すさまじい勢いで日本ハムが猛追するも、いまだソフトバンクのVロードに大きなほころびはなく、1球団の力のみで牙城に迫るのは決して容易ではない。果たして5球団で「包囲網」を敷き、独走を止めることはできるのだろうか。

日本ハム・一丸で進む“奇跡”への道


 絶対的王者を猛追し、大まくりへと一丸で進む。日本ハムが打倒ソフトバンクの1番手として急速度で名乗りを上げた。交流戦終盤から負けなしで、破竹の15連勝。最大で11.5も開いていたゲーム差を一気に詰めた。

 ロッテと2、3位争いをしている状況でも栗山英樹監督は開幕から一貫したスタンスを貫く。「2位とか3位でなんてそんなレベルでまったく勝負していない。上しか見てない。俺はずっとソフトバンクしか見ていないよ」と堂々宣言する。

 追撃のための機が熟し、視界にとらえ始めた。昨シーズンは2位ながらソフトバンクに記録的な12ゲームもの大差をつけられた。中田翔は「あの悔しさは忘れていない。それはみんなも同じだと思う」と言うほど、今もファイターズナインの脳裏には悔しさが焼き付いている。

 その屈辱からスタートしたのが今シーズンだった。06年から昨季までの10年間でプレーオフでの勝者が優勝だった10年を含め、長丁場のペナントレースのトップの座を4度ずつ分け合ってきたパ・リーグ内における最大のライバル。昨季は交流戦終了時まで1位をキープしていたが、失速して独走を許してしまった。就任5年目を迎えた栗山監督が「どうしたら、あのソフトバンクに勝てるのか。オフもずっと考えてきた。そこを何とか倒さないと」と思案して今季の開幕を迎えた。

 それを実現するために近年のストロングポイントだった機動力重視のスタイルに、アレンジを加えた布陣が機能を始めた。圧倒的な攻撃力を誇るソフトバンク。その対抗策として相手と十分に渡り合えるような力強さ、破壊力を打線に求めた。スケール感ある若手を積極的に登用。伸び悩んでいた西川遥輝、また開幕直前の故障で離脱した岡大海を6月下旬から昇格させ、積極的にレギュラーに組み込んでいった。この2人の象徴的な特長は長打も期待でき、なおかつ快足選手という点。ほかのレギュラー格にもチームリーダー的な役割も担う3拍子そろった陽岱鋼、経験豊富な田中賢介、クセ者で昨年の盗塁王でもある中島卓也。個性あふれ、足も使える選手を並べることに心血を注いだ。

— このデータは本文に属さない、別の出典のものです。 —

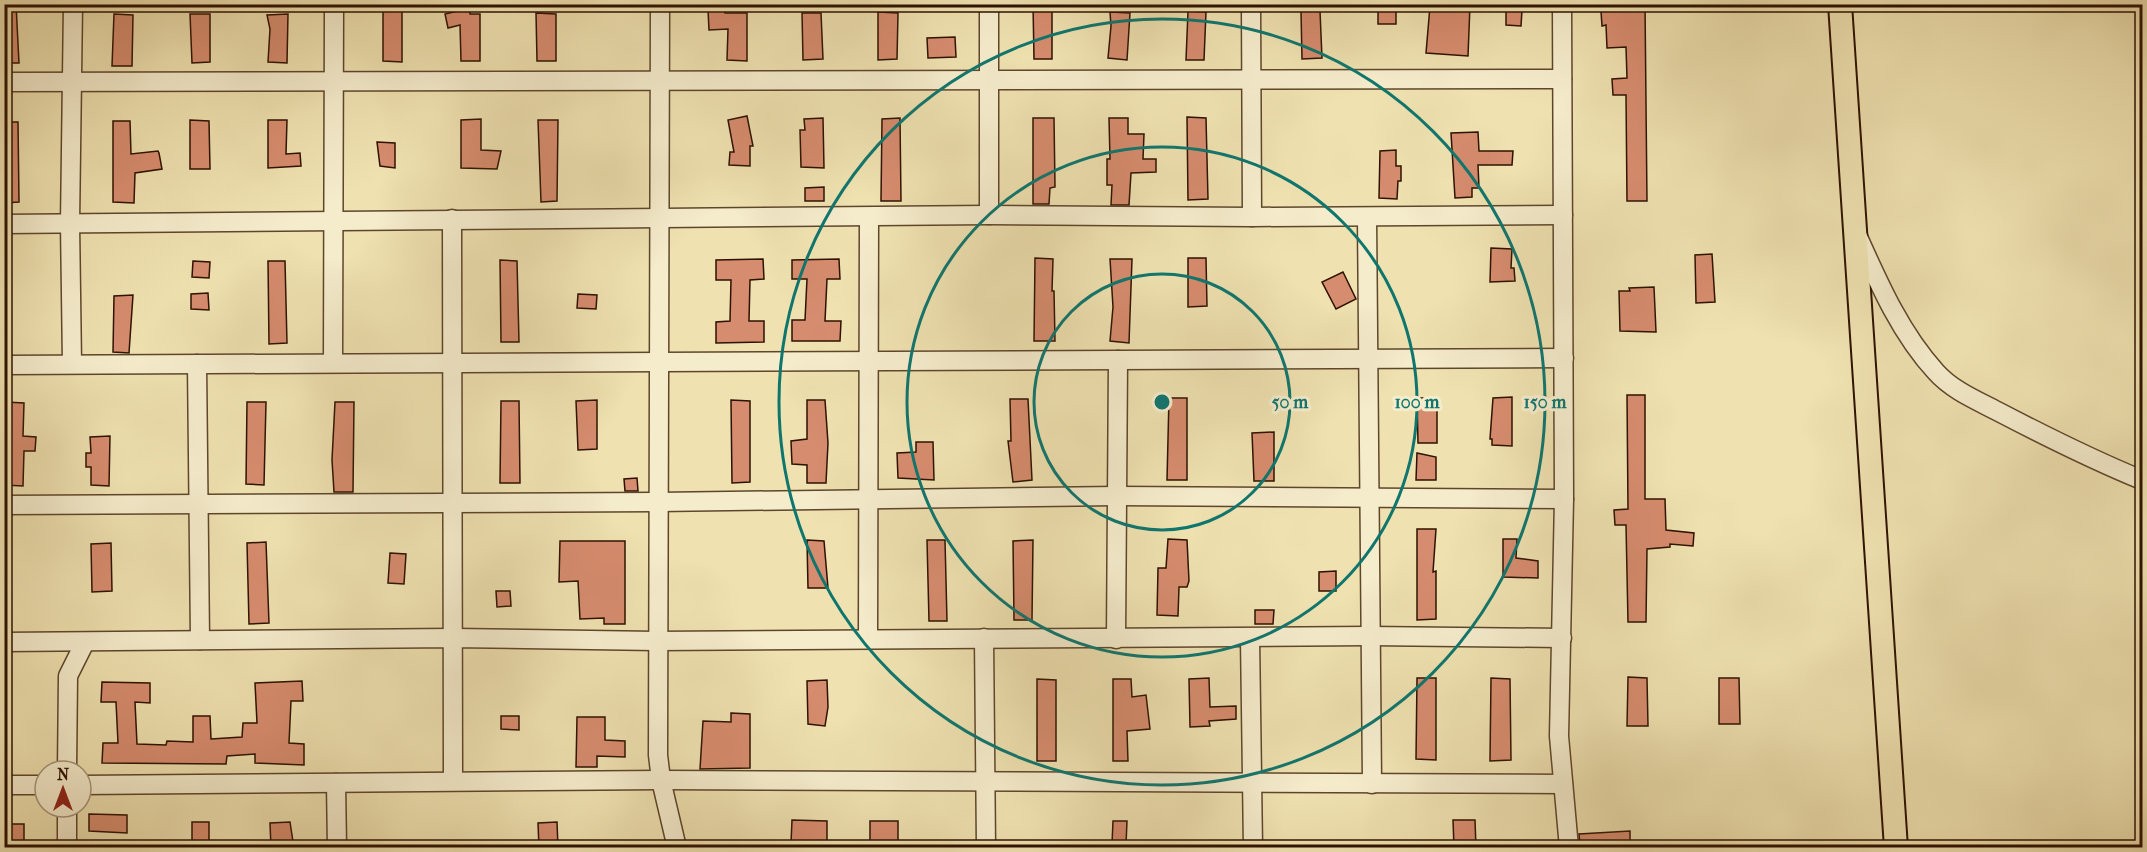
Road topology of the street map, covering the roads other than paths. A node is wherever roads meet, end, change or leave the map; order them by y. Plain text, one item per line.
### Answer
1 (73, 4) edge
2 (334, 4) edge
3 (660, 4) edge
4 (989, 4) edge
5 (1251, 4) edge
6 (1562, 4) edge
7 (1840, 4) edge
8 (1562, 79) junction
9 (989, 80) junction
10 (1251, 80) junction
11 (660, 81) junction
12 (4, 82) edge
13 (73, 82) junction
14 (334, 82) junction
15 (989, 215) junction
16 (1563, 215) junction
17 (658, 217) junction
18 (869, 217) junction
19 (1366, 217) junction
20 (1252, 218) junction
21 (452, 219) junction
22 (333, 221) junction
23 (70, 223) junction
24 (4, 224) edge
25 (1855, 230) junction
26 (1564, 358) junction
27 (1367, 359) junction
28 (869, 360) junction
29 (1118, 360) junction
30 (658, 362) junction
31 (333, 363) junction
32 (454, 363) junction
33 (72, 364) junction
34 (197, 364) junction
35 (4, 365) edge
36 (2142, 480) edge
37 (1117, 496) junction
38 (869, 499) junction
39 (1564, 499) junction
40 (1368, 500) junction
41 (658, 502) junction
42 (451, 503) junction
43 (4, 504) edge
44 (200, 504) junction
45 (1369, 636) junction
46 (453, 638) junction
47 (867, 638) junction
48 (984, 638) junction
49 (1250, 638) junction
50 (1562, 638) junction
51 (200, 639) junction
52 (1116, 639) junction
53 (656, 641) junction
54 (4, 642) edge
55 (85, 642) junction
56 (67, 759) edge
57 (661, 780) junction
58 (453, 781) junction
59 (986, 782) junction
60 (336, 783) junction
61 (1254, 783) junction
62 (1372, 784) junction
63 (1563, 784) junction
64 (4, 785) edge
65 (33, 785) edge
66 (93, 785) edge
67 (67, 819) edge
68 (67, 848) edge
69 (337, 848) edge
70 (677, 848) edge
71 (986, 848) edge
72 (1253, 848) edge
73 (1569, 848) edge
74 (1896, 848) edge

1 - 13 street
2 - 14 street
3 - 11 street
4 - 9 street
5 - 10 street
6 - 8 street
7 - 25 main road
8 - 10 street
8 - 16 street
9 - 10 street
9 - 11 street
9 - 15 street
10 - 20 street
11 - 14 street
11 - 17 street
12 - 13 street
13 - 14 street
13 - 23 street
14 - 22 street
15 - 18 street
15 - 20 street
16 - 19 street
16 - 26 street
17 - 18 street
17 - 21 street
17 - 30 street
18 - 28 street
19 - 20 street
19 - 27 street
21 - 22 street
21 - 32 street
22 - 23 street
22 - 31 street
23 - 24 street
23 - 33 street
25 - 36 street
25 - 74 main road
26 - 27 street
26 - 39 street
27 - 29 street
27 - 40 street
28 - 29 street
28 - 30 street
28 - 38 street
29 - 37 street
30 - 32 street
30 - 41 street
31 - 32 street
31 - 34 street
32 - 42 street
33 - 34 street
33 - 35 street
34 - 44 street
37 - 38 street
37 - 40 street
37 - 52 street
38 - 41 street
38 - 47 street
39 - 40 street
39 - 50 street
40 - 45 street
41 - 42 street
41 - 53 street
42 - 44 street
42 - 46 street
43 - 44 street
44 - 51 street
45 - 49 street
45 - 50 street
45 - 62 street
46 - 51 street
46 - 53 street
46 - 58 street
47 - 48 street
47 - 53 street
48 - 52 street
48 - 59 street
49 - 52 street
49 - 61 street
50 - 63 street
51 - 55 street
53 - 57 street
54 - 55 street
55 - 56 street
57 - 58 street
57 - 59 street
57 - 70 street
58 - 60 street
59 - 61 street
59 - 71 street
60 - 66 street
60 - 69 street
61 - 62 street
61 - 72 street
62 - 63 street
63 - 73 street
64 - 65 street
67 - 68 street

 スピード以外にもパワー勝負でも今季はソフトバンクに決して負けていない。中田とブランドン・レアードの大砲2枚に、進化が顕著な打者・大谷翔平。栗山監督とフロント陣が熟考の末に導き出した答えが、現在の“14連勝ラインアップ”だ。

ミラクルVへの期待感


 ほぼ固定に近いメンバーだが、リードオフマンの一番バッターには陽、西川、岡で戦況を読みながら日替わりの形でチョイス。また、チャンスに強い田中賢を15年ぶりに中田の後の五番に据えるなど絶妙な用兵もスパイスとなった。10日現在でチーム打率.272、73盗塁はリーグ1位。76本塁打もソフトバンクを上回るトップの数字。開幕前は故障者続出の誤算もあったが、目論みどおりの仕上がり。ソフトバンクと胸と胸を突き合わせて戦えるまで、試合を重ねるたびに機動力と長打力を兼ね備えたチームに成長。栗山監督がかねてから目指してきた野球。それが成熟のときを迎え、洗練されてきている。

 真っ向勝負の土台となる投手陣も整った。先発陣はエースの大谷を軸に、それに匹敵するほどの安定感を誇る2年目の有原航平が2本目の太い大黒柱に急成長。大谷の陰で目立たないが、有原はソフトバンク戦で3勝をマークする活躍で鷹打倒のキーマンになりつつある。また現在の好調を支えているもう1つの大きな存在が3年目の高梨裕稔だ。

 開幕からケガ人が続出したチーム事情で先発からブルペンへ回っていたが、交流戦突入後に本来の適性の先発へと再び配置転換。以後4戦3勝と、ハイペースで白星を供給し続けている。そんな高梨の今シーズン最高の仕事は7月1日のソフトバンク戦[ヤフオクドーム]。7回を11奪三振無失点と完璧にホークス打線を封じ込めて快勝。「大事な試合ですし、自分にとってもチームにとっても大きい勝利でした」。重要視していたこのカードの初戦でこれ以上ない勢いを呼び込み、その後、有原、大谷とつなぎ、敵地でソフトバンク相手に圧巻のスイープをもたらす大きな原動力となった。

 誰も予想しなかった逆転劇へ向けて――。まだまだ王者ソフトバンクの背中は遠いかもしれないが、着実にその距離は狭まりつつあり、怒濤の勢いで突っ走るヤングファイターズなら、プロ野球史に残る奇跡のミラクルVを起こせる期待感はいま日増しに高まっている。